Tuesday, October 11, 2011


Fake Plastic's very own Fr. Jones shoots the breeze with Ian Williams of Battles about touring rituals, favorite loops, and the division between the electronic and organic.

Here is the review of Battles' Gloss Drop.

FR: Moogfest is right around the corner. Can you tell us a little more about how you got involved with this event?

IW: We were asked to play, i believe.

FR: In your humble opinion, who is the best artist featured at this event that not enough people know about?

IW: I look forward to seeing the Stickmen, if it is in fact the same band that was from Philadelphia in the late seventies.

FR: Connecting the festivals of the past year is your endless live circuit. Do you approach live Battles shows differently than festival performances?

IW: The main difference to me is that your time is more abrreviated at a festival- so you have to rush through your set and can't expand as much. And also sometimes you can be really rushed just to set up in time and that can screw your show up if you're not able to be ready in time. I'd say sometimes it can be the fault of the artist or sometimes can be the fault of the festival when that happens.

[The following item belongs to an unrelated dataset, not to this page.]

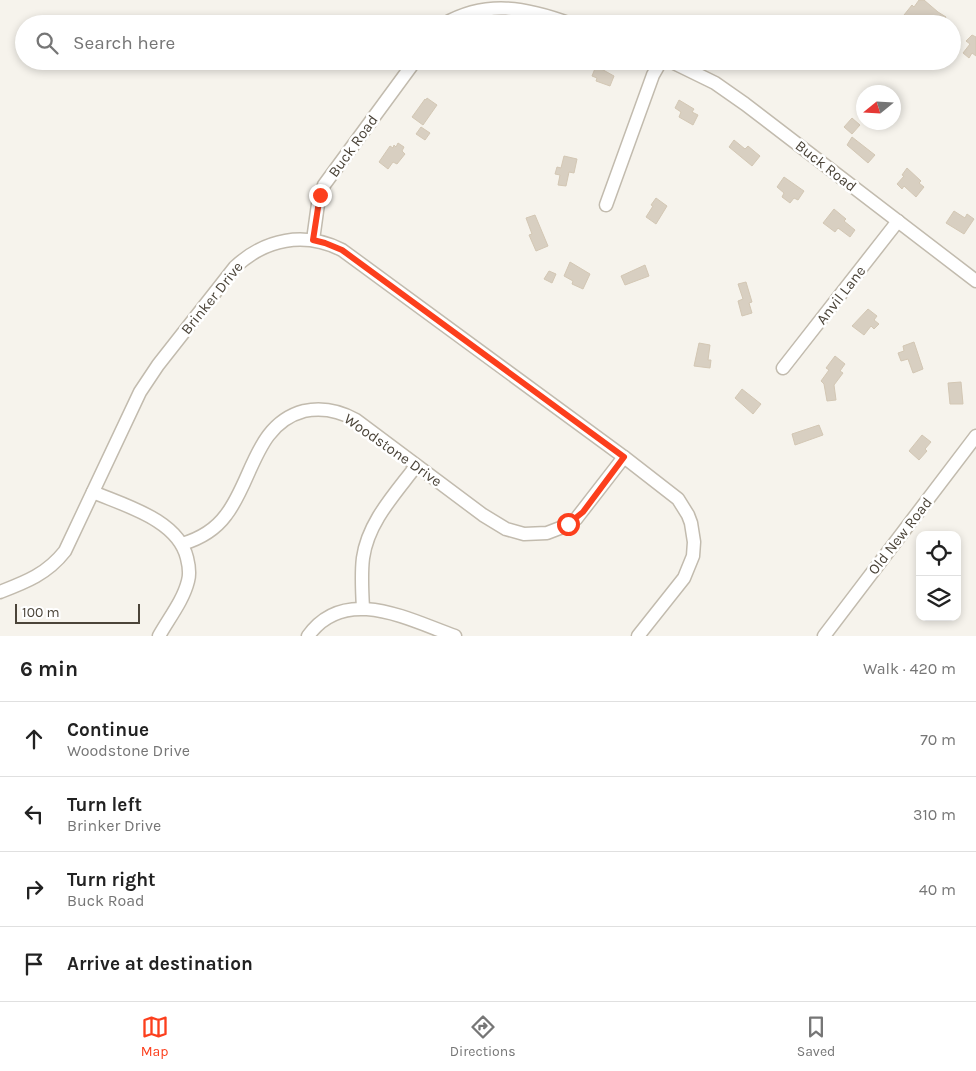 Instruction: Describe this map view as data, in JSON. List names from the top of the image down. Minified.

FR: I imagine touring can get draining. What is the most difficult part of the live circuit- and how do you cope?

IW: It's hard the hardest thing i've tried, but also the most rewarding. It's a strange high, one that comes from a fucked up lifestyle, but a high that is hard to match doing other things. I try things like jogging and also touring with a bike in the bus. It makes you feel instantly local in each town.

FR: Does the band have any pre-game rituals before going onstage?

IW: Each of us is different. I like to stretch a bit and not be bombarded with socializing.

FR: Do you have a favorite place to play?

IW: Ireland is pretty strong. Japan is too. Mexico is really good these days. In the US, I'd say the west is pretty great.

FR: What are Battles’ main musical influences? Who are you guys listening to currently?

IW: I don't think we wear our influences on our sleeves, but we do synthesize general aspects of a lot of music. Electronic and rock music.

FR: Let’s talk Gloss Drop for a bit. I really dig it- I'm a big fan of “Futura”and I think “Sundome” is some of your best stuff. Outside of Tyondai Braxton’s absence, what was the biggest difference between Mirrored and Gloss Drop?

IW: I think we've had a linear progress from the early EPs through to Mirrored then Gloss Drop. Our technique has been more honed and we've figured out how to take our musical language further.

FR: Battles is known for their tight, precise, electronic sound as well as warm, organic instrumentation. Do you intentionally try to combine these elements? Do you hold allegiance to one over the other?

IW: We don't make a division between the two worlds. The obvious joining happens when electronic sounds are put through amplifiers on stage. It gives some air to what could be a really tight electronic sound. It makes it more soupy. And also when you loop guitar lines, it does the Black Sabbath sounds like a disco song thing.

FR: Out of all the looped soundscapes you’ve created, what is your current favorite?

IW: I like all the loops on Gloss Drop. It's really the looping that evolved on this new record. New tricks that Dave and I used to make them. If i had to pick maybe i'd say "Futura" or "Wall Street".

FR: Where do you see Battles and the music industry in the near to distant future?

IW: While there's a question of how money will be made in the future, it still will be in demand. Society has always organized itself around music. But another interesting question is how is the huge catalogue of recorded music building up influences things. That is a new development- that the past fifty years of musical history have recorded and are still with us. Beatles records still sell like crazy. What that means for younger bands, i'm not sure.

FR: Any advice to up-and-coming artists struggling to make it in the 21st century music industry?

IW: Don't worry about being sucessful. Just make music that you like and if you genuinely achieve that, somebody else will like it too.